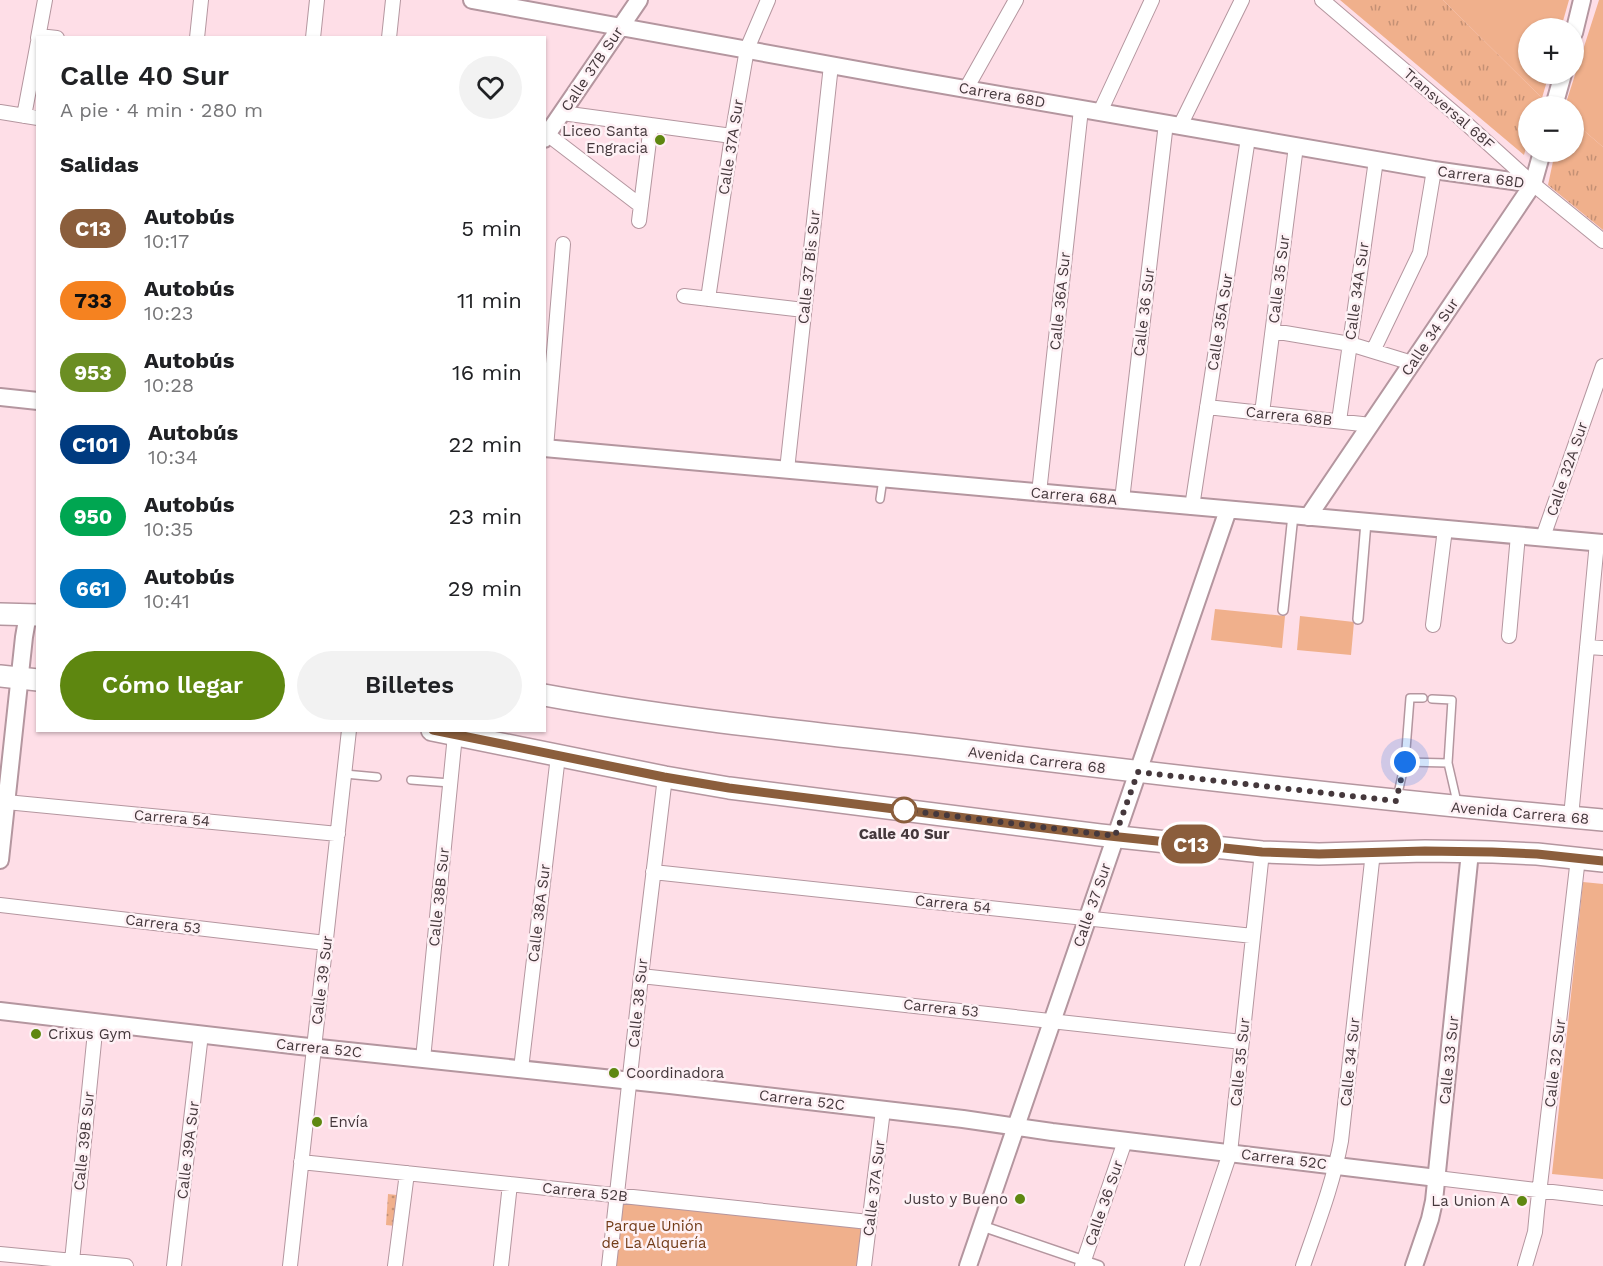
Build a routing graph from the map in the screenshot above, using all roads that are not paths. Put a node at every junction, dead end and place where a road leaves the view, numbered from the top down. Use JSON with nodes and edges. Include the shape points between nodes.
{"nodes":[{"id":1,"x":45,"y":0,"type":"edge"},
{"id":2,"x":201,"y":0,"type":"edge"},
{"id":3,"x":317,"y":0,"type":"edge"},
{"id":4,"x":393,"y":0,"type":"edge"},
{"id":5,"x":472,"y":0,"type":"edge"},
{"id":6,"x":639,"y":0,"type":"edge"},
{"id":7,"x":768,"y":0,"type":"edge"},
{"id":8,"x":1016,"y":0,"type":"edge"},
{"id":9,"x":1152,"y":0,"type":"edge"},
{"id":10,"x":1242,"y":0,"type":"edge"},
{"id":11,"x":1322,"y":0,"type":"edge"},
{"id":12,"x":1582,"y":0,"type":"edge"},
{"id":13,"x":1578,"y":18,"type":"edge"},
{"id":14,"x":620,"y":27,"type":"junction"},
{"id":15,"x":39,"y":36,"type":"edge"},
{"id":16,"x":197,"y":36,"type":"edge"},
{"id":17,"x":313,"y":36,"type":"edge"},
{"id":18,"x":389,"y":36,"type":"edge"},
{"id":19,"x":747,"y":49,"type":"junction"},
{"id":20,"x":36,"y":61,"type":"edge"},
{"id":21,"x":831,"y":65,"type":"junction"},
{"id":22,"x":966,"y":89,"type":"junction"},
{"id":23,"x":1081,"y":109,"type":"junction"},
{"id":24,"x":0,"y":112,"type":"edge"},
{"id":25,"x":1100,"y":112,"type":"junction"},
{"id":26,"x":562,"y":113,"type":"junction"},
{"id":27,"x":31,"y":117,"type":"edge"},
{"id":28,"x":651,"y":125,"type":"junction"},
{"id":29,"x":1173,"y":125,"type":"junction"},
{"id":30,"x":546,"y":136,"type":"edge"},
{"id":31,"x":732,"y":136,"type":"junction"},
{"id":32,"x":1248,"y":138,"type":"junction"},
{"id":33,"x":1296,"y":146,"type":"junction"},
{"id":34,"x":1376,"y":160,"type":"junction"},
{"id":35,"x":1539,"y":162,"type":"edge"},
{"id":36,"x":1434,"y":170,"type":"junction"},
{"id":37,"x":1533,"y":184,"type":"junction"},
{"id":38,"x":641,"y":206,"type":"junction"},
{"id":39,"x":639,"y":221,"type":"dead end"},
{"id":40,"x":1603,"y":241,"type":"edge"},
{"id":41,"x":563,"y":244,"type":"dead end"},
{"id":42,"x":546,"y":285,"type":"edge"},
{"id":43,"x":560,"y":286,"type":"junction"},
{"id":44,"x":684,"y":296,"type":"dead end"},
{"id":45,"x":708,"y":299,"type":"junction"},
{"id":46,"x":804,"y":310,"type":"junction"},
{"id":47,"x":1273,"y":331,"type":"junction"},
{"id":48,"x":1350,"y":344,"type":"junction"},
{"id":49,"x":1373,"y":351,"type":"junction"},
{"id":50,"x":1412,"y":363,"type":"junction"},
{"id":51,"x":1603,"y":366,"type":"edge"},
{"id":52,"x":548,"y":377,"type":"edge"},
{"id":53,"x":0,"y":397,"type":"edge"},
{"id":54,"x":36,"y":401,"type":"edge"},
{"id":55,"x":1207,"y":407,"type":"junction"},
{"id":56,"x":1263,"y":412,"type":"junction"},
{"id":57,"x":1339,"y":421,"type":"junction"},
{"id":58,"x":546,"y":424,"type":"edge"},
{"id":59,"x":1371,"y":424,"type":"junction"},
{"id":60,"x":546,"y":448,"type":"edge"},
{"id":61,"x":787,"y":470,"type":"junction"},
{"id":62,"x":883,"y":479,"type":"junction"},
{"id":63,"x":1039,"y":493,"type":"junction"},
{"id":64,"x":880,"y":499,"type":"dead end"},
{"id":65,"x":1122,"y":500,"type":"junction"},
{"id":66,"x":1192,"y":507,"type":"junction"},
{"id":67,"x":1228,"y":510,"type":"junction"},
{"id":68,"x":1300,"y":516,"type":"junction"},
{"id":69,"x":1366,"y":522,"type":"junction"},
{"id":70,"x":1444,"y":529,"type":"junction"},
{"id":71,"x":1518,"y":535,"type":"junction"},
{"id":72,"x":1543,"y":537,"type":"junction"},
{"id":73,"x":1600,"y":543,"type":"edge"},
{"id":74,"x":1283,"y":610,"type":"dead end"},
{"id":75,"x":0,"y":614,"type":"edge"},
{"id":76,"x":33,"y":615,"type":"edge"},
{"id":77,"x":1358,"y":619,"type":"dead end"},
{"id":78,"x":1433,"y":625,"type":"dead end"},
{"id":79,"x":1509,"y":636,"type":"dead end"},
{"id":80,"x":1587,"y":647,"type":"junction"},
{"id":81,"x":1603,"y":648,"type":"edge"},
{"id":82,"x":19,"y":678,"type":"edge"},
{"id":83,"x":546,"y":695,"type":"edge"},
{"id":84,"x":1423,"y":698,"type":"dead end"},
{"id":85,"x":1432,"y":699,"type":"dead end"},
{"id":86,"x":349,"y":732,"type":"edge"},
{"id":87,"x":441,"y":732,"type":"edge"},
{"id":88,"x":455,"y":735,"type":"junction"},
{"id":89,"x":558,"y":756,"type":"junction"},
{"id":90,"x":1405,"y":762,"type":"junction"},
{"id":91,"x":1448,"y":764,"type":"junction"},
{"id":92,"x":1138,"y":772,"type":"junction"},
{"id":93,"x":345,"y":774,"type":"junction"},
{"id":94,"x":377,"y":777,"type":"dead end"},
{"id":95,"x":664,"y":777,"type":"junction"},
{"id":96,"x":411,"y":780,"type":"dead end"},
{"id":97,"x":450,"y":783,"type":"junction"},
{"id":98,"x":1396,"y":801,"type":"junction"},
{"id":99,"x":6,"y":802,"type":"junction"},
{"id":100,"x":1458,"y":807,"type":"junction"},
{"id":101,"x":1571,"y":817,"type":"junction"},
{"id":102,"x":1603,"y":820,"type":"edge"},
{"id":103,"x":338,"y":834,"type":"junction"},
{"id":104,"x":1115,"y":836,"type":"junction"},
{"id":105,"x":1262,"y":852,"type":"junction"},
{"id":106,"x":1373,"y":852,"type":"junction"},
{"id":107,"x":1470,"y":852,"type":"junction"},
{"id":108,"x":1578,"y":858,"type":"junction"},
{"id":109,"x":0,"y":860,"type":"edge"},
{"id":110,"x":1603,"y":861,"type":"edge"},
{"id":111,"x":653,"y":872,"type":"junction"},
{"id":112,"x":0,"y":905,"type":"edge"},
{"id":113,"x":1087,"y":918,"type":"junction"},
{"id":114,"x":1253,"y":936,"type":"junction"},
{"id":115,"x":326,"y":943,"type":"junction"},
{"id":116,"x":641,"y":975,"type":"junction"},
{"id":117,"x":0,"y":1011,"type":"edge"},
{"id":118,"x":1052,"y":1021,"type":"junction"},
{"id":119,"x":96,"y":1022,"type":"junction"},
{"id":120,"x":201,"y":1034,"type":"junction"},
{"id":121,"x":1242,"y":1041,"type":"junction"},
{"id":122,"x":314,"y":1047,"type":"junction"},
{"id":123,"x":423,"y":1059,"type":"junction"},
{"id":124,"x":520,"y":1069,"type":"junction"},
{"id":125,"x":629,"y":1080,"type":"junction"},
{"id":126,"x":883,"y":1110,"type":"junction"},
{"id":127,"x":1016,"y":1127,"type":"junction"},
{"id":128,"x":1125,"y":1141,"type":"junction"},
{"id":129,"x":1230,"y":1153,"type":"junction"},
{"id":130,"x":301,"y":1162,"type":"junction"},
{"id":131,"x":1336,"y":1166,"type":"junction"},
{"id":132,"x":407,"y":1173,"type":"junction"},
{"id":133,"x":1437,"y":1178,"type":"junction"},
{"id":134,"x":510,"y":1184,"type":"junction"},
{"id":135,"x":1540,"y":1191,"type":"junction"},
{"id":136,"x":617,"y":1196,"type":"junction"},
{"id":137,"x":1603,"y":1198,"type":"edge"},
{"id":138,"x":869,"y":1222,"type":"junction"},
{"id":139,"x":982,"y":1226,"type":"junction"},
{"id":140,"x":0,"y":1254,"type":"edge"},
{"id":141,"x":72,"y":1261,"type":"junction"},
{"id":142,"x":1083,"y":1263,"type":"edge"},
{"id":143,"x":126,"y":1266,"type":"edge"},
{"id":144,"x":174,"y":1266,"type":"edge"},
{"id":145,"x":290,"y":1266,"type":"edge"},
{"id":146,"x":395,"y":1266,"type":"edge"},
{"id":147,"x":501,"y":1266,"type":"edge"},
{"id":148,"x":609,"y":1266,"type":"edge"},
{"id":149,"x":864,"y":1266,"type":"edge"},
{"id":150,"x":968,"y":1266,"type":"edge"},
{"id":151,"x":1099,"y":1266,"type":"edge"},
{"id":152,"x":1192,"y":1266,"type":"edge"},
{"id":153,"x":1303,"y":1266,"type":"edge"},
{"id":154,"x":1414,"y":1266,"type":"edge"},
{"id":155,"x":1525,"y":1266,"type":"edge"}],
"edges":[{"from":1,"to":15,"type":"street"},
{"from":2,"to":16,"type":"street"},
{"from":3,"to":17,"type":"street"},
{"from":4,"to":18,"type":"street"},
{"from":5,"to":14,"type":"street","name":"Carrera 68D"},
{"from":6,"to":14,"type":"street","name":"Calle 37B Sur"},
{"from":7,"to":19,"type":"street","name":"Calle 37A Sur"},
{"from":8,"to":22,"type":"street"},
{"from":9,"to":25,"type":"street"},
{"from":10,"to":29,"type":"street","name":"Calle 36 Sur"},
{"from":11,"to":37,"type":"street","name":"Transversal 68F"},
{"from":12,"to":13,"type":"street"},
{"from":14,"to":19,"type":"street","name":"Carrera 68D"},
{"from":14,"to":26,"type":"street","name":"Calle 37B Sur"},
{"from":19,"to":21,"type":"street","name":"Carrera 68D"},
{"from":19,"to":31,"type":"street","name":"Calle 37A Sur"},
{"from":20,"to":27,"type":"street"},
{"from":21,"to":22,"type":"street","name":"Carrera 68D"},
{"from":21,"to":46,"type":"street","name":"Calle 37 Bis Sur"},
{"from":22,"to":23,"type":"street","name":"Carrera 68D"},
{"from":23,"to":25,"type":"street","name":"Carrera 68D"},
{"from":23,"to":63,"type":"street","name":"Calle 36A Sur"},
{"from":24,"to":27,"type":"street"},
{"from":25,"to":29,"type":"street","name":"Carrera 68D"},
{"from":26,"to":28,"type":"street"},
{"from":26,"to":30,"type":"street","name":"Calle 37B Sur"},
{"from":28,"to":31,"type":"street"},
{"from":28,"to":38,"type":"street"},
{"from":29,"to":32,"type":"street","name":"Carrera 68D"},
{"from":29,"to":65,"type":"street","name":"Calle 36 Sur"},
{"from":30,"to":38,"type":"street"},
{"from":31,"to":45,"type":"street","name":"Calle 37A Sur"},
{"from":32,"to":33,"type":"street","name":"Carrera 68D"},
{"from":32,"to":55,"type":"street","name":"Calle 35A Sur"},
{"from":33,"to":34,"type":"street","name":"Carrera 68D"},
{"from":33,"to":47,"type":"street","name":"Calle 35 Sur"},
{"from":34,"to":36,"type":"street","name":"Carrera 68D"},
{"from":34,"to":48,"type":"street","name":"Calle 34A Sur"},
{"from":35,"to":37,"type":"street","name":"Calle 34 Sur"},
{"from":36,"to":37,"type":"street","name":"Carrera 68D"},
{"from":36,"to":49,"type":"street","via":[[1420,253]]},
{"from":37,"to":40,"type":"street","name":"Transversal 68F"},
{"from":37,"to":50,"type":"street","name":"Calle 34 Sur"},
{"from":38,"to":39,"type":"street"},
{"from":41,"to":43,"type":"street"},
{"from":42,"to":43,"type":"street"},
{"from":43,"to":52,"type":"street"},
{"from":44,"to":45,"type":"street"},
{"from":45,"to":46,"type":"street"},
{"from":46,"to":61,"type":"street","name":"Calle 37 Bis Sur"},
{"from":47,"to":48,"type":"street"},
{"from":47,"to":56,"type":"street","name":"Calle 35 Sur"},
{"from":48,"to":49,"type":"street"},
{"from":48,"to":57,"type":"street","name":"Calle 34A Sur"},
{"from":49,"to":50,"type":"street"},
{"from":50,"to":59,"type":"street","name":"Calle 34 Sur"},
{"from":51,"to":72,"type":"street","name":"Calle 32A Sur"},
{"from":52,"to":58,"type":"street"},
{"from":53,"to":54,"type":"street"},
{"from":55,"to":56,"type":"street","name":"Carrera 68B"},
{"from":55,"to":66,"type":"street","name":"Calle 35A Sur"},
{"from":56,"to":57,"type":"street","name":"Carrera 68B"},
{"from":57,"to":59,"type":"street","name":"Carrera 68B"},
{"from":59,"to":68,"type":"street","name":"Calle 34 Sur"},
{"from":60,"to":61,"type":"street","name":"Carrera 68A"},
{"from":61,"to":62,"type":"street","name":"Carrera 68A"},
{"from":62,"to":63,"type":"street","name":"Carrera 68A"},
{"from":62,"to":64,"type":"lane"},
{"from":63,"to":65,"type":"street","name":"Carrera 68A"},
{"from":65,"to":66,"type":"street","name":"Carrera 68A"},
{"from":66,"to":67,"type":"street","name":"Carrera 68A"},
{"from":67,"to":68,"type":"street","name":"Carrera 68A"},
{"from":67,"to":92,"type":"street","name":"Calle 37 Sur"},
{"from":68,"to":69,"type":"street","name":"Carrera 68A"},
{"from":68,"to":74,"type":"street"},
{"from":69,"to":70,"type":"street","name":"Carrera 68A"},
{"from":69,"to":77,"type":"street"},
{"from":70,"to":71,"type":"street","name":"Carrera 68A"},
{"from":70,"to":78,"type":"street"},
{"from":71,"to":72,"type":"street","name":"Carrera 68A"},
{"from":71,"to":79,"type":"street"},
{"from":72,"to":73,"type":"street","name":"Carrera 68A"},
{"from":73,"to":80,"type":"street"},
{"from":75,"to":76,"type":"main road"},
{"from":76,"to":82,"type":"street"},
{"from":80,"to":81,"type":"street"},
{"from":80,"to":101,"type":"street"},
{"from":82,"to":99,"type":"street"},
{"from":83,"to":92,"type":"main road","name":"Avenida Carrera 68"},
{"from":84,"to":90,"type":"lane","via":[[1410,698]]},
{"from":85,"to":91,"type":"lane","via":[[1452,700]]},
{"from":86,"to":93,"type":"street","name":"Calle 39 Sur"},
{"from":87,"to":88,"type":"main road"},
{"from":88,"to":89,"type":"main road"},
{"from":88,"to":97,"type":"street","name":"Calle 38B Sur"},
{"from":89,"to":95,"type":"main road"},
{"from":89,"to":124,"type":"street","name":"Calle 38A Sur"},
{"from":90,"to":91,"type":"lane"},
{"from":90,"to":98,"type":"lane"},
{"from":91,"to":100,"type":"lane"},
{"from":92,"to":98,"type":"main road","name":"Avenida Carrera 68"},
{"from":92,"to":104,"type":"street","name":"Calle 37 Sur"},
{"from":93,"to":94,"type":"lane"},
{"from":93,"to":103,"type":"street","name":"Calle 39 Sur"},
{"from":95,"to":104,"type":"main road"},
{"from":95,"to":111,"type":"street","name":"Calle 38 Sur"},
{"from":96,"to":97,"type":"lane"},
{"from":97,"to":123,"type":"street","name":"Calle 38B Sur"},
{"from":98,"to":100,"type":"main road","name":"Avenida Carrera 68"},
{"from":99,"to":103,"type":"street","name":"Carrera 54"},
{"from":99,"to":109,"type":"street"},
{"from":100,"to":101,"type":"main road","name":"Avenida Carrera 68"},
{"from":101,"to":102,"type":"main road","name":"Avenida Carrera 68"},
{"from":103,"to":115,"type":"street","name":"Calle 39 Sur"},
{"from":104,"to":105,"type":"main road"},
{"from":104,"to":113,"type":"street","name":"Calle 37 Sur"},
{"from":105,"to":106,"type":"main road"},
{"from":105,"to":114,"type":"street","name":"Calle 35 Sur"},
{"from":106,"to":107,"type":"main road"},
{"from":106,"to":131,"type":"street","name":"Calle 34 Sur"},
{"from":107,"to":108,"type":"main road"},
{"from":107,"to":133,"type":"street","name":"Calle 33 Sur"},
{"from":108,"to":110,"type":"main road"},
{"from":108,"to":135,"type":"street","name":"Calle 32 Sur"},
{"from":111,"to":113,"type":"street","name":"Carrera 54"},
{"from":111,"to":116,"type":"street","name":"Calle 38 Sur"},
{"from":112,"to":115,"type":"street","name":"Carrera 53"},
{"from":113,"to":114,"type":"street","name":"Carrera 54"},
{"from":113,"to":118,"type":"street","name":"Calle 37 Sur"},
{"from":114,"to":121,"type":"street","name":"Calle 35 Sur"},
{"from":115,"to":122,"type":"street","name":"Calle 39 Sur"},
{"from":116,"to":118,"type":"street","name":"Carrera 53"},
{"from":116,"to":125,"type":"street","name":"Calle 38 Sur"},
{"from":117,"to":119,"type":"street","name":"Carrera 52C"},
{"from":118,"to":121,"type":"street","name":"Carrera 53"},
{"from":118,"to":127,"type":"street","name":"Calle 37 Sur"},
{"from":119,"to":120,"type":"street","name":"Carrera 52C"},
{"from":119,"to":141,"type":"street","name":"Calle 39B Sur"},
{"from":120,"to":122,"type":"street","name":"Carrera 52C"},
{"from":120,"to":144,"type":"street","name":"Calle 39A Sur"},
{"from":121,"to":129,"type":"street","name":"Calle 35 Sur"},
{"from":122,"to":123,"type":"street","name":"Carrera 52C"},
{"from":122,"to":130,"type":"street","name":"Calle 39 Sur"},
{"from":123,"to":124,"type":"street","name":"Carrera 52C"},
{"from":124,"to":125,"type":"street","name":"Carrera 52C"},
{"from":125,"to":126,"type":"street","name":"Carrera 52C"},
{"from":125,"to":136,"type":"street","name":"Calle 38 Sur"},
{"from":126,"to":127,"type":"street","name":"Carrera 52C"},
{"from":126,"to":138,"type":"street","name":"Calle 37A Sur"},
{"from":127,"to":128,"type":"street","name":"Carrera 52C"},
{"from":127,"to":139,"type":"street","name":"Calle 37 Sur"},
{"from":128,"to":129,"type":"street","name":"Carrera 52C"},
{"from":128,"to":142,"type":"street","name":"Calle 36 Sur"},
{"from":129,"to":131,"type":"street","name":"Carrera 52C"},
{"from":129,"to":152,"type":"street","name":"Calle 35 Sur"},
{"from":130,"to":132,"type":"street","name":"Carrera 52B"},
{"from":130,"to":145,"type":"street","name":"Calle 39 Sur"},
{"from":131,"to":133,"type":"street","name":"Carrera 52C"},
{"from":131,"to":153,"type":"street","name":"Calle 34 Sur"},
{"from":132,"to":134,"type":"street","name":"Carrera 52B"},
{"from":132,"to":146,"type":"street"},
{"from":133,"to":135,"type":"street","name":"Carrera 52C"},
{"from":133,"to":154,"type":"street","name":"Calle 33 Sur","via":[[1430,1219]]},
{"from":134,"to":136,"type":"street","name":"Carrera 52B"},
{"from":134,"to":147,"type":"street"},
{"from":135,"to":137,"type":"street","name":"Carrera 52C"},
{"from":135,"to":155,"type":"street","name":"Calle 32 Sur","via":[[1535,1232]]},
{"from":136,"to":138,"type":"street","name":"Carrera 52B"},
{"from":136,"to":148,"type":"street","name":"Calle 38 Sur"},
{"from":138,"to":149,"type":"street","name":"Calle 37A Sur"},
{"from":139,"to":142,"type":"street"},
{"from":139,"to":150,"type":"street","name":"Calle 37 Sur"},
{"from":140,"to":141,"type":"street"},
{"from":141,"to":143,"type":"street"},
{"from":142,"to":151,"type":"street"}]}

────────────────

### Goal of the exercise
Each line that mentions the string "edges" must be copied from the listing.

### Exercise solution
Build a routing graph from the map in the screenshot above, using all roads that are not paths. Put a node at every junction, dead end and place where a road leaves the view, numbered from the top down. Use JSON with nodes and edges. Include the shape points between nodes.
"edges":[{"from":1,"to":15,"type":"street"},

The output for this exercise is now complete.